Metruk arazinin bu birinci türünden yararlanma hakkı herkesindir. Yani herkesin, tahsis amacına uygun olarak buralardan yararlanması mümkündür. Ancak, bu gibi yerlerin “rakabesi” Devlete ait olduğundan kişilerin zilyetliğe dayanan özel tasarruflarda bulunmalarına müsait değildir.
Arazi Kanununun 93. maddesi, yollar üzerinde, 94. maddesi; meydanlar ile namazgahlar, 95. maddesi, pazar ve panayır yerlerinde ve 96. maddesi de harman mahallerinde kişilerin her türlü şahsi tasarruf ve müdahalelerini yasaklayıcı hükümler koymuş bulunmaktadır.
b) Bir veya birkaç köy yahut kasaba halkının yararlanmasına tahsisedilmiş olan yerler ki bunlar, bataklıklar, harman yeri mer’a yaylak ve kışlaklardır.
Görülüyor ki, Metruk Arazinin bu ikinci türünden yararlanma hakkı, sınırlıdır ve adeta inhisarı bir nitelik taşımaktadır. Zira bu yerlerden faydalanabilmek için arazinin tahsis edildiği köy veya kasabanın hakkından olmak lazımdır (Arazi Kanunu Md. 97).
Metruk Arazinin Mülkiyeti
Metruk arazinin mülkiyeti konusu müellifler arasında ihtilafa neden olmuştur. Berki, bu arazinin rekabesinin devlete, yararlanma hakkının kişilere ait olduğunu vurgulamıştır (Berki, 1967: 88). Bir kısım müellifler ise bu yerlerin rekabesinin devlete ait olması gibi bir durumun söz konusu olmadığını, devletin bu arazi üzerinde mülkiyet hakkı değil, sadece düzenleme yetkisi bulunduğu görüşünü ileri sürmüşlerdir. Bu yazarlara göre devletin bu arazinin rekabesine sahip olması durumunda bu arazi üzerinde tasarrufta bulunabilmesi gerekir. Devlet bu hakka sahip olmadığına göre devletin arazi üzerindeki hakkını mülkiyet hakkı olarak değil, düzenleme yetkisi olarak görmek gerekir (Cin, 1978: 43).
Metruk Arazinin Özellikleri Nelerdir?
Metruk arazi diğer arazilerden aşağıda belirtilen özelliklerle ayrılır.

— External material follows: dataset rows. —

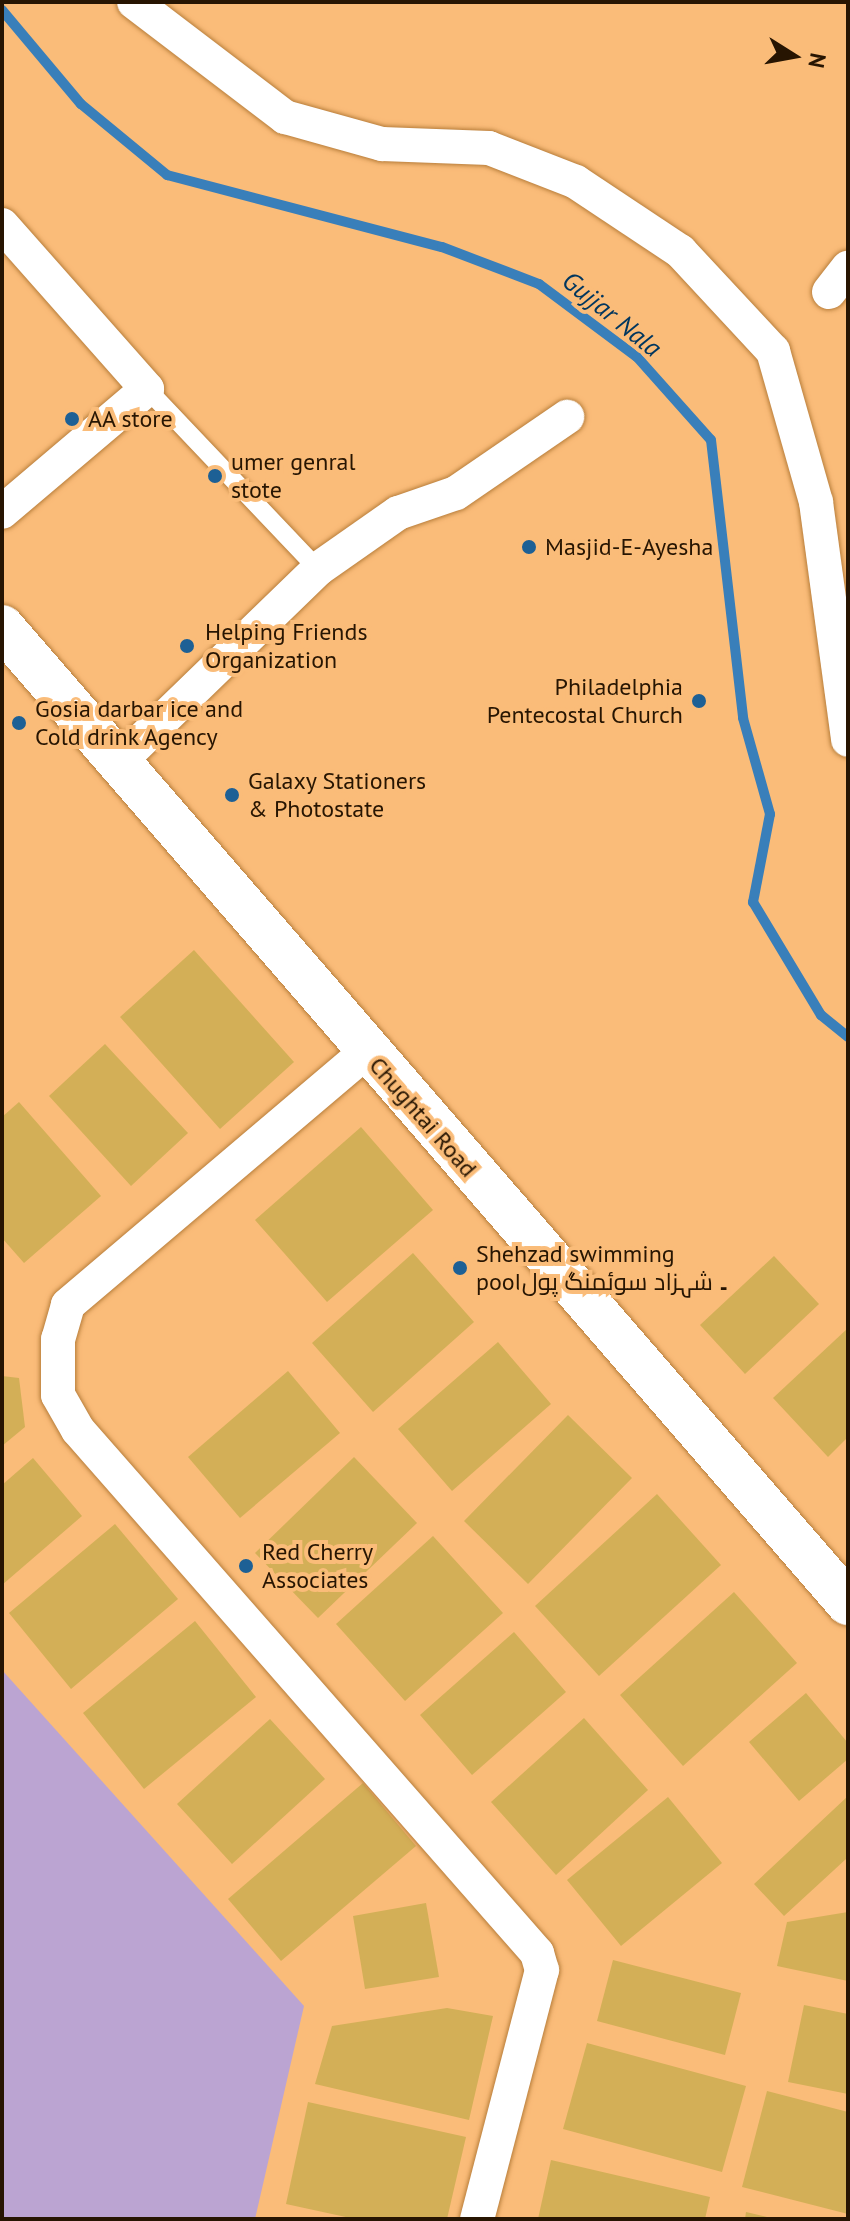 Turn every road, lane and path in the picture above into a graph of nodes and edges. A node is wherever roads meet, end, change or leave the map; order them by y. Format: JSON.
{"nodes":[{"id":1,"x":134,"y":2,"type":"edge"},
{"id":2,"x":2,"y":225,"type":"edge"},
{"id":3,"x":147,"y":389,"type":"junction"},
{"id":4,"x":567,"y":417,"type":"dead end"},
{"id":5,"x":2,"y":512,"type":"edge"},
{"id":6,"x":318,"y":569,"type":"junction"},
{"id":7,"x":2,"y":627,"type":"edge"},
{"id":8,"x":848,"y":740,"type":"edge"},
{"id":9,"x":118,"y":763,"type":"junction"},
{"id":10,"x":366,"y":1052,"type":"junction"},
{"id":11,"x":848,"y":1603,"type":"edge"},
{"id":12,"x":477,"y":2219,"type":"edge"}],
"edges":[{"from":1,"to":8,"type":"street"},
{"from":2,"to":3,"type":"street"},
{"from":3,"to":5,"type":"street"},
{"from":3,"to":6,"type":"lane"},
{"from":4,"to":6,"type":"street"},
{"from":6,"to":9,"type":"street"},
{"from":7,"to":9,"type":"street","name":"Chughtai Road"},
{"from":9,"to":10,"type":"street","name":"Chughtai Road"},
{"from":10,"to":11,"type":"street","name":"Chughtai Road"},
{"from":10,"to":12,"type":"street"}]}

1. Metruk arazide zilyetlik mümkün değildir: Bu yerlerin kuru mülkiyeti Devlete ait olduğu için kişilerin bu gibi yerlerde zilyetliklerine dayanarak tasarrufta bulunmaları mümkün değildir. Nitekim Kanunname’nin 93, 94, 95 ve 96. maddeleri ile kişilerin bu tür taşınmazlar üzerindeki her türlü kişisel tasarruflarını yasaklayıcı hükümler konulmuştur.
Bu arazi üzerinde kamunun ya da tahsis edildikleri köy/kasabanın yararlanma hakkı söz konusudur. Ancak hiç kimsenin bu yerler üzerinde ayni bir hakkı söz konusu değildir. Hiç kimse bu yerlerden münhasıran yararlanamaz (Mardin, 1947: 75). Ayrıca bu arazi üzerinde inşaat ve zirai faaliyet yapılamaz. Arazi Kanunnamesi’nin 93. maddesi yollarda, 94. maddesi meydan ve namazgahlarda, 95. maddesi pazar ve panayır yerlerinde, 96. maddesi harman yerlerinde inşaat yapılmasını ve ağaç dikilmesini yasaklamaktadır. Dikecek olur ise bunlar devlet tarafından yıktırılır.
2. Metruk arazide tapu ile tasarruf mümkün değildir: Metruk araziye senetsiz tasarruf edilir. Bu araziden yararlanan köy ya da kasaba adına tapu senedi düzenlenmesi söz konusu değildir (Cin, 1978: 43). Bu ilke aynı zamanda günümüzde kamu mallarının tescile tabi olamaması ilkesine denk düşmektedir.
3. Metruk arazi rüsuma tabi değildir, sadece yaylak ve kışlaklardan resim alınır: Metruk arazinin kullanımı bedelsizdir. Bunların kullanımı vergiye tâbi değildir. Ancak pazar yeri, iskele, mera, yaylak ve kışlaklardan resim alınır. Ayrıca baltalıklardan ticari amaçla kesilen ağaçlardan öşür alınır (Mardin, 1947: 78).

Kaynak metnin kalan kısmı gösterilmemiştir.